Dolayısıyla Industroyer bu protokolleri çalıştıran sistemlere erişim sağlayarak, elektrik trafo merkezi anahtarlarını ve devre kesicilerini doğrudan kontrol edebilir ve gücü kolaylıkla kesebilir. Sonuç olarak Ukrayna, Kiev’de önemli bir elektrik kesintisi gerçekleşti. Industroyer operatörleri için dış dünyadan izole edilmek üzere tasarlanmış endüstriyel sistemlerin dilini öğrenmek basit bir iş olmasa da, artık dijital alana bağlı daha eski ve modern protokoller tasarımsal açıdan güvenliğin daha iyi uygulamasıyla daha az risk altındadır. Çevrimiçi olarak bağlanarak neredeyse tüm güç veya enerji sistemlerine sızmak, bu sistemlerde kalmak ve bu sistemlere zarar vermek için daha geniş tehditler, taktikler ve teknikler mevcut.

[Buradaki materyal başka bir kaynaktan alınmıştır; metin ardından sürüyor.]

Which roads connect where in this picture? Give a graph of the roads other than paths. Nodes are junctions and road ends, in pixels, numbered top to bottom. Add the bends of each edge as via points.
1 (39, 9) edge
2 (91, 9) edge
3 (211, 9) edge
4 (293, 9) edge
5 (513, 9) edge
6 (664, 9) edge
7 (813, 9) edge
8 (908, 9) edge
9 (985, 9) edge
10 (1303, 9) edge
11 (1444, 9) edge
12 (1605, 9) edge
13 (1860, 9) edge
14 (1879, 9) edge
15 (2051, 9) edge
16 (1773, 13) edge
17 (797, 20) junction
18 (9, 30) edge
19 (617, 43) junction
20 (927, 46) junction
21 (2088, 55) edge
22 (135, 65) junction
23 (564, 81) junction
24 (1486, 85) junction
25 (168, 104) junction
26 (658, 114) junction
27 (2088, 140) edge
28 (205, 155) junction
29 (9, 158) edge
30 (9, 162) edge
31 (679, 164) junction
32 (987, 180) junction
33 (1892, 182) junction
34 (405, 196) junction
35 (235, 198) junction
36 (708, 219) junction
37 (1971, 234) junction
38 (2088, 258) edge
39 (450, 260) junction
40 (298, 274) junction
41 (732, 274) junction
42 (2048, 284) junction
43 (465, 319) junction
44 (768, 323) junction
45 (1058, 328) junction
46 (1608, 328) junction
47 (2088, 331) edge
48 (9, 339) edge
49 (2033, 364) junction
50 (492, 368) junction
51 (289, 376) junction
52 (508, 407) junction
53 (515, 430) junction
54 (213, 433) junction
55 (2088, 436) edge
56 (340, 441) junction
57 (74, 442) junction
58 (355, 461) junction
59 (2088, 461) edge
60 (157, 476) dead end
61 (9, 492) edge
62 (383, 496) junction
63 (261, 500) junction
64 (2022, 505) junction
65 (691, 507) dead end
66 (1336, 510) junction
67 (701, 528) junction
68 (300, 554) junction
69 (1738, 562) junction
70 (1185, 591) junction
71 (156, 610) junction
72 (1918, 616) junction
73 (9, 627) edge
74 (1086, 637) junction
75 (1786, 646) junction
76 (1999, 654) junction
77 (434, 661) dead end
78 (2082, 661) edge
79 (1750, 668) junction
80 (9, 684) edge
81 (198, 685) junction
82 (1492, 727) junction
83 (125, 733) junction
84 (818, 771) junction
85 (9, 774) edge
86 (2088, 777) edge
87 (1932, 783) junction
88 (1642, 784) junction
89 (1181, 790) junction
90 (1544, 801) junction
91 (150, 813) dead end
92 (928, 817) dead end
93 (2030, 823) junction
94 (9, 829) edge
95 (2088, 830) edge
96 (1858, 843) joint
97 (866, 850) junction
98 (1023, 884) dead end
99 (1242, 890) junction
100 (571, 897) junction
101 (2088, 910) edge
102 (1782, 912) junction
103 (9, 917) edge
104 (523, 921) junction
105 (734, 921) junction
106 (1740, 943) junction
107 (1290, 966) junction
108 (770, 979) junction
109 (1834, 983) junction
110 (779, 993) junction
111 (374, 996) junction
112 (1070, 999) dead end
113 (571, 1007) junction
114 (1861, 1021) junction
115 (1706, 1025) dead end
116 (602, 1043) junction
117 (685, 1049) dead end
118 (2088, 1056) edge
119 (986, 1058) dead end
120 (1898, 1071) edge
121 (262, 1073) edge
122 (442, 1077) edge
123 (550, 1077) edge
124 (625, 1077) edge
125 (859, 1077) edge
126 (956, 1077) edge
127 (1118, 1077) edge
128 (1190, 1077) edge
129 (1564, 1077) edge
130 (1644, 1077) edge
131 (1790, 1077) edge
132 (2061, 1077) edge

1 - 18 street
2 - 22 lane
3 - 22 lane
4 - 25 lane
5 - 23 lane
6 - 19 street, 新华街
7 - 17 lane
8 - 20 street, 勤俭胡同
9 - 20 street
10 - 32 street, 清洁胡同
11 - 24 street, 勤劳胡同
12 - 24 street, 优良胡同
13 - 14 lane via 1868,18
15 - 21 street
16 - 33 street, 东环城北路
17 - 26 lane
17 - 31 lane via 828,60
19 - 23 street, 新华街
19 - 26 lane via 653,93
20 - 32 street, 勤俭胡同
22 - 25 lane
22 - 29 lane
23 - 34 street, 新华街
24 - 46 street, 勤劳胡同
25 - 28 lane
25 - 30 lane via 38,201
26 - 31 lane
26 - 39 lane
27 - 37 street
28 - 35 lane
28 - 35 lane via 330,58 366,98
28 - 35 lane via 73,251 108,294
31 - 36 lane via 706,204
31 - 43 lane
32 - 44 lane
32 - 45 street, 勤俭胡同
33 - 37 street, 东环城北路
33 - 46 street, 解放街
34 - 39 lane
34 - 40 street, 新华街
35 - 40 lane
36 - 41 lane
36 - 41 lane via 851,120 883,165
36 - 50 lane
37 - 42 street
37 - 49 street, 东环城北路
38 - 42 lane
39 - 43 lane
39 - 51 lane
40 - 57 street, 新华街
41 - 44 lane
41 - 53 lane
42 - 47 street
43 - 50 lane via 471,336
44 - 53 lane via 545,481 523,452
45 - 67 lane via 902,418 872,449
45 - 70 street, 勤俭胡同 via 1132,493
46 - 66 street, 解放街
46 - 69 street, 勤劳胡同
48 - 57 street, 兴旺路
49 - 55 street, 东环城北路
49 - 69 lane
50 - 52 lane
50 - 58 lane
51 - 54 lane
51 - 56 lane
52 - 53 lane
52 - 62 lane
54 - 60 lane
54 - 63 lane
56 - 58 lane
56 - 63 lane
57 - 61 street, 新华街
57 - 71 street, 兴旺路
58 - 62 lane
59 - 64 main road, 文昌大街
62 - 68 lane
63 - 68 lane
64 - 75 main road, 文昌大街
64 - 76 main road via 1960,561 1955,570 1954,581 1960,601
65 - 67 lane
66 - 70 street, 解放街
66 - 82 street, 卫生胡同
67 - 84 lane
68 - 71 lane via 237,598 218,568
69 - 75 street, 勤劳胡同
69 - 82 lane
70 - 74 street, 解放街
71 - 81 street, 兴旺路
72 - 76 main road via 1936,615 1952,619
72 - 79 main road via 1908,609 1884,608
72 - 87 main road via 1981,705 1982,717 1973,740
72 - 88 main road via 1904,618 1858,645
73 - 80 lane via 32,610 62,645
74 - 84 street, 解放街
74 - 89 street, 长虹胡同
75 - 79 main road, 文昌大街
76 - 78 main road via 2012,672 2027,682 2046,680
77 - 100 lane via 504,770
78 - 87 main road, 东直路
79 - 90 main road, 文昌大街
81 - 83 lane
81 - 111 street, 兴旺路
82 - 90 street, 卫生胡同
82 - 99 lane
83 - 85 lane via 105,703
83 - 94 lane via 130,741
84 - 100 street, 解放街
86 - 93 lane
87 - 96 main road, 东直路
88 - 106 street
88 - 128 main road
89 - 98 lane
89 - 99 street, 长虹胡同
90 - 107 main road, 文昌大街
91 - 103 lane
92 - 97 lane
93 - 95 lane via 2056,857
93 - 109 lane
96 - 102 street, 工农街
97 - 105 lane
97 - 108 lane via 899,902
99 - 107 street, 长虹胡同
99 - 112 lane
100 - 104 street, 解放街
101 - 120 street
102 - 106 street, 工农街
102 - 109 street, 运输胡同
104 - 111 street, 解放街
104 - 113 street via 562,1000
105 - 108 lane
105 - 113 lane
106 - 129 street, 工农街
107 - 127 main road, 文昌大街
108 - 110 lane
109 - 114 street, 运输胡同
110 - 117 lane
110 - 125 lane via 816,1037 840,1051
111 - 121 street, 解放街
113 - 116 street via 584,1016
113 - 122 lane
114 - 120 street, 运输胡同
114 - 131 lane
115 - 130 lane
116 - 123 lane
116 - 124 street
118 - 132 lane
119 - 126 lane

Enerji güvenliğini sağlamak
Teknolojinin sunduğu olanakların keyfini çıkarmak, daha yeşil ve daha güvenli bir ortamın keyfini çıkarmak demek. Tüm zorluklara rağmen, bazı çabalarda bulunulduğunu görebiliyoruz. Politikaya yön verenler, iklim değişikliği konusunda bilim topluluğuyla ve gelecek nesiller için ilerlemenin devam etmesini sağlamak üzere siber güvenlik uzmanlarıyla artık daha fazla bir arada çalışıyor. Industroyer ölçeğinde herhangi bir kötü yazılımla henüz karşılaşılmamış olsa da, 2021 yılında ABD’deki Colonial Boru Hattı saldırısı gibi diğer olaylar bize tepki kapasitemizi artırmanın aciliyetini hatırlatıyor. İçme suyu depoları, demir yolları ve hatta uçaklar gibi kritik altyapılarla ilgili fidye yazılımlarından ve diğer tehditlerden kaçınabilmek üzerine çalışmamız gerektiğini unutmayalım.